Task prompt: Nothing in the entries should change; repeat them exactly.

Input:

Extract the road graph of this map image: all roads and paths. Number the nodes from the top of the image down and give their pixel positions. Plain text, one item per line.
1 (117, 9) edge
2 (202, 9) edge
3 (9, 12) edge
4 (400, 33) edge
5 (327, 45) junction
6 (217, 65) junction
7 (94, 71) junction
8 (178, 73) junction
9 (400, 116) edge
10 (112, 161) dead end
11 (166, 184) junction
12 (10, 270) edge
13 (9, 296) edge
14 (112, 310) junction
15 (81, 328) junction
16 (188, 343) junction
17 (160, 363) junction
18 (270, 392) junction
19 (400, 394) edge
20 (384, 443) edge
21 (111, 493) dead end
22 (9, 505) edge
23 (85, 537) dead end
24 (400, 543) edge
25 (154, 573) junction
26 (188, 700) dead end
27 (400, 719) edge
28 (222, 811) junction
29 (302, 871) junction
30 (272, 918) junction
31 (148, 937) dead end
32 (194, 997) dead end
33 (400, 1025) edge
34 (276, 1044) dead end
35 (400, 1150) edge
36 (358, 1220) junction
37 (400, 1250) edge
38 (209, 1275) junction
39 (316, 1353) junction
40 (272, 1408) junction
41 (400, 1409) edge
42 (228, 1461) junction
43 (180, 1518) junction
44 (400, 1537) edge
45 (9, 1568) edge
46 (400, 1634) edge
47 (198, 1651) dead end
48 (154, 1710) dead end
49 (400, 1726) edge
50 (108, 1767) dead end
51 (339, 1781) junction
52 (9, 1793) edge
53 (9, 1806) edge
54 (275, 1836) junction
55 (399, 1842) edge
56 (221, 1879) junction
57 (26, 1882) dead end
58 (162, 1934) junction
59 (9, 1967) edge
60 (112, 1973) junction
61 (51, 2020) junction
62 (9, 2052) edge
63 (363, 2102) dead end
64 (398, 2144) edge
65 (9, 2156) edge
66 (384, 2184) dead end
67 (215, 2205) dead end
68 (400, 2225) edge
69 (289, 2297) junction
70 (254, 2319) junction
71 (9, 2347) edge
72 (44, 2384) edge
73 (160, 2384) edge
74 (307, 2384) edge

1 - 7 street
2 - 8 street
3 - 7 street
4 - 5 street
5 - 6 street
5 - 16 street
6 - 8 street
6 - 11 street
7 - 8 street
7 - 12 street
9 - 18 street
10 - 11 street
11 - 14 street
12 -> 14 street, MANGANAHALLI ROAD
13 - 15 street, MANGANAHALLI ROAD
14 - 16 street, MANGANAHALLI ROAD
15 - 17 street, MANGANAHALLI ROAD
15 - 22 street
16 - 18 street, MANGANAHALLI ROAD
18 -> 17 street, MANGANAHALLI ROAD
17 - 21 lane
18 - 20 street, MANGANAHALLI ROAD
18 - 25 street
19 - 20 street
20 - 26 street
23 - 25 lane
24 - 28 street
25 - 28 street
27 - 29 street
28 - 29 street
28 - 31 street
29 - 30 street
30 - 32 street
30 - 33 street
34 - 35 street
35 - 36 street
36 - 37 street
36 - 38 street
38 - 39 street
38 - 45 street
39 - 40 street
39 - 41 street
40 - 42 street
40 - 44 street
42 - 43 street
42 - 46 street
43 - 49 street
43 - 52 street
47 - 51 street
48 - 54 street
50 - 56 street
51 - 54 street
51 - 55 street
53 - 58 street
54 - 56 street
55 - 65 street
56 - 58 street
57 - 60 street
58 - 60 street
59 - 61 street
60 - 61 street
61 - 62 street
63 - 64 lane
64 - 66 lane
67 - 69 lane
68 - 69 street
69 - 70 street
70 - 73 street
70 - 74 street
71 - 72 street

Answer box:
Extract the road graph of this map image: all roads and paths. Number the nodes from the top of the image down and give their pixel positions. Plain text, one item per line.
1 (117, 9) edge
2 (202, 9) edge
3 (9, 12) edge
4 (400, 33) edge
5 (327, 45) junction
6 (217, 65) junction
7 (94, 71) junction
8 (178, 73) junction
9 (400, 116) edge
10 (112, 161) dead end
11 (166, 184) junction
12 (10, 270) edge
13 (9, 296) edge
14 (112, 310) junction
15 (81, 328) junction
16 (188, 343) junction
17 (160, 363) junction
18 (270, 392) junction
19 (400, 394) edge
20 (384, 443) edge
21 (111, 493) dead end
22 (9, 505) edge
23 (85, 537) dead end
24 (400, 543) edge
25 (154, 573) junction
26 (188, 700) dead end
27 (400, 719) edge
28 (222, 811) junction
29 (302, 871) junction
30 (272, 918) junction
31 (148, 937) dead end
32 (194, 997) dead end
33 (400, 1025) edge
34 (276, 1044) dead end
35 (400, 1150) edge
36 (358, 1220) junction
37 (400, 1250) edge
38 (209, 1275) junction
39 (316, 1353) junction
40 (272, 1408) junction
41 (400, 1409) edge
42 (228, 1461) junction
43 (180, 1518) junction
44 (400, 1537) edge
45 (9, 1568) edge
46 (400, 1634) edge
47 (198, 1651) dead end
48 (154, 1710) dead end
49 (400, 1726) edge
50 (108, 1767) dead end
51 (339, 1781) junction
52 (9, 1793) edge
53 (9, 1806) edge
54 (275, 1836) junction
55 (399, 1842) edge
56 (221, 1879) junction
57 (26, 1882) dead end
58 (162, 1934) junction
59 (9, 1967) edge
60 (112, 1973) junction
61 (51, 2020) junction
62 (9, 2052) edge
63 (363, 2102) dead end
64 (398, 2144) edge
65 (9, 2156) edge
66 (384, 2184) dead end
67 (215, 2205) dead end
68 (400, 2225) edge
69 (289, 2297) junction
70 (254, 2319) junction
71 (9, 2347) edge
72 (44, 2384) edge
73 (160, 2384) edge
74 (307, 2384) edge

1 - 7 street
2 - 8 street
3 - 7 street
4 - 5 street
5 - 6 street
5 - 16 street
6 - 8 street
6 - 11 street
7 - 8 street
7 - 12 street
9 - 18 street
10 - 11 street
11 - 14 street
12 -> 14 street, MANGANAHALLI ROAD
13 - 15 street, MANGANAHALLI ROAD
14 - 16 street, MANGANAHALLI ROAD
15 - 17 street, MANGANAHALLI ROAD
15 - 22 street
16 - 18 street, MANGANAHALLI ROAD
18 -> 17 street, MANGANAHALLI ROAD
17 - 21 lane
18 - 20 street, MANGANAHALLI ROAD
18 - 25 street
19 - 20 street
20 - 26 street
23 - 25 lane
24 - 28 street
25 - 28 street
27 - 29 street
28 - 29 street
28 - 31 street
29 - 30 street
30 - 32 street
30 - 33 street
34 - 35 street
35 - 36 street
36 - 37 street
36 - 38 street
38 - 39 street
38 - 45 street
39 - 40 street
39 - 41 street
40 - 42 street
40 - 44 street
42 - 43 street
42 - 46 street
43 - 49 street
43 - 52 street
47 - 51 street
48 - 54 street
50 - 56 street
51 - 54 street
51 - 55 street
53 - 58 street
54 - 56 street
55 - 65 street
56 - 58 street
57 - 60 street
58 - 60 street
59 - 61 street
60 - 61 street
61 - 62 street
63 - 64 lane
64 - 66 lane
67 - 69 lane
68 - 69 street
69 - 70 street
70 - 73 street
70 - 74 street
71 - 72 street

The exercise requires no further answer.